• _Exercise brief_:
Would you write out, word for word, each line of the records below from the top through the one holding "Digitize the connectivity"?

------ Entries provided

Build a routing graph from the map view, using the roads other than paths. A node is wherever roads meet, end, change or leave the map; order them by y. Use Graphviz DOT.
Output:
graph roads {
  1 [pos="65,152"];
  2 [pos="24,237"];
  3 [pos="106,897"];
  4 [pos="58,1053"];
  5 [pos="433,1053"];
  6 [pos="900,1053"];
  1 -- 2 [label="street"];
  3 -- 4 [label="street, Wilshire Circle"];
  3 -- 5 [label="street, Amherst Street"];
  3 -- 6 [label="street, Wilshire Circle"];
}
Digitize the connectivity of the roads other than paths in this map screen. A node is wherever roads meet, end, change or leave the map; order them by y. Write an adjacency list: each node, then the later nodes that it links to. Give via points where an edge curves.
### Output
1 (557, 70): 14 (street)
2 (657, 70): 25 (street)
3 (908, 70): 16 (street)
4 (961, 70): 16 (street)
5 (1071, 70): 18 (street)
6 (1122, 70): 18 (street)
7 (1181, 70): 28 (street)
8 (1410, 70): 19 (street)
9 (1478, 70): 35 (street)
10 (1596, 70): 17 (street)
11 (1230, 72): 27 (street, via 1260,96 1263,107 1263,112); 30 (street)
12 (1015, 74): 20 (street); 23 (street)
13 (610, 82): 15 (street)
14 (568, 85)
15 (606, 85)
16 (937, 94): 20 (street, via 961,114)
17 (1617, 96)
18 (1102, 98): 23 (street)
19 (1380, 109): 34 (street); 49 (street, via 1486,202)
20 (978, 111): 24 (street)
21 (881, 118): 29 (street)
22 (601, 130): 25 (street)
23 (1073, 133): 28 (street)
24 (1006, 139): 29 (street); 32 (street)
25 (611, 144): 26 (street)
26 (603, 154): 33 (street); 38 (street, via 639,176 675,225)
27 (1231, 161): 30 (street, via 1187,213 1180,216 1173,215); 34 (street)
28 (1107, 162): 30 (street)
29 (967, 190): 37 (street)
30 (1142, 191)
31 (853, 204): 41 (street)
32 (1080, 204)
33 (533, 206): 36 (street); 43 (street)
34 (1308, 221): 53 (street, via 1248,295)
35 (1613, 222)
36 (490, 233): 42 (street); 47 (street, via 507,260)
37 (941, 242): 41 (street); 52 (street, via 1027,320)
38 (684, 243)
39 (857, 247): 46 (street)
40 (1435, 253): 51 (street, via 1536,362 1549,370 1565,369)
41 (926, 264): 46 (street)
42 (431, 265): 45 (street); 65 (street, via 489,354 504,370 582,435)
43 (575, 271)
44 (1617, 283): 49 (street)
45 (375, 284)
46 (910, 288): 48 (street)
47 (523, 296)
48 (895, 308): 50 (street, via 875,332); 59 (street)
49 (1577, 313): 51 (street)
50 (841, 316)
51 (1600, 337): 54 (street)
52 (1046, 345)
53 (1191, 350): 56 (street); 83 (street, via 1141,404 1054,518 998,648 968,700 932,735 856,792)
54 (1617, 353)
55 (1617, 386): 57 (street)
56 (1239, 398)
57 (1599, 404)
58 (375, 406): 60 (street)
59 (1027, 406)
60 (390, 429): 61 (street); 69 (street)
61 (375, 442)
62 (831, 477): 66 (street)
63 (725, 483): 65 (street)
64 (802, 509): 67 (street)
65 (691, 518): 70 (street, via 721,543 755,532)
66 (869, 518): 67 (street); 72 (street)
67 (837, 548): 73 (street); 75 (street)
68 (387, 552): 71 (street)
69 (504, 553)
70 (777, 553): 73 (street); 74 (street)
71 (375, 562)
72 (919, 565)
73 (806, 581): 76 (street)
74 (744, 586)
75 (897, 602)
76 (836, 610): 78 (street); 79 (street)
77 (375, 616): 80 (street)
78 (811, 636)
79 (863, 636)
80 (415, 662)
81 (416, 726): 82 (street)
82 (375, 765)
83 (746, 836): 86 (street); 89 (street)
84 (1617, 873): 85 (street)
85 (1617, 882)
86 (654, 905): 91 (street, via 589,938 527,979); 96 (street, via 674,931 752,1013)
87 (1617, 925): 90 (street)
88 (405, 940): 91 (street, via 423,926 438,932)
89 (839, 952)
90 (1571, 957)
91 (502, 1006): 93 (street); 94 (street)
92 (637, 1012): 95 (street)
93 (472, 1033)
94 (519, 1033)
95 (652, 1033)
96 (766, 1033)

------------

• _Problem solution_:
Build a routing graph from the map view, using the roads other than paths. A node is wherever roads meet, end, change or leave the map; order them by y. Use Graphviz DOT.
Output:
graph roads {
  1 [pos="65,152"];
  2 [pos="24,237"];
  3 [pos="106,897"];
  4 [pos="58,1053"];
  5 [pos="433,1053"];
  6 [pos="900,1053"];
  1 -- 2 [label="street"];
  3 -- 4 [label="street, Wilshire Circle"];
  3 -- 5 [label="street, Amherst Street"];
  3 -- 6 [label="street, Wilshire Circle"];
}
Digitize the connectivity of the roads other than paths in this map screen. A node is wherever roads meet, end, change or leave the map; order them by y. Write an adjacency list: each node, then the later nodes that it links to. Give via points where an edge curves.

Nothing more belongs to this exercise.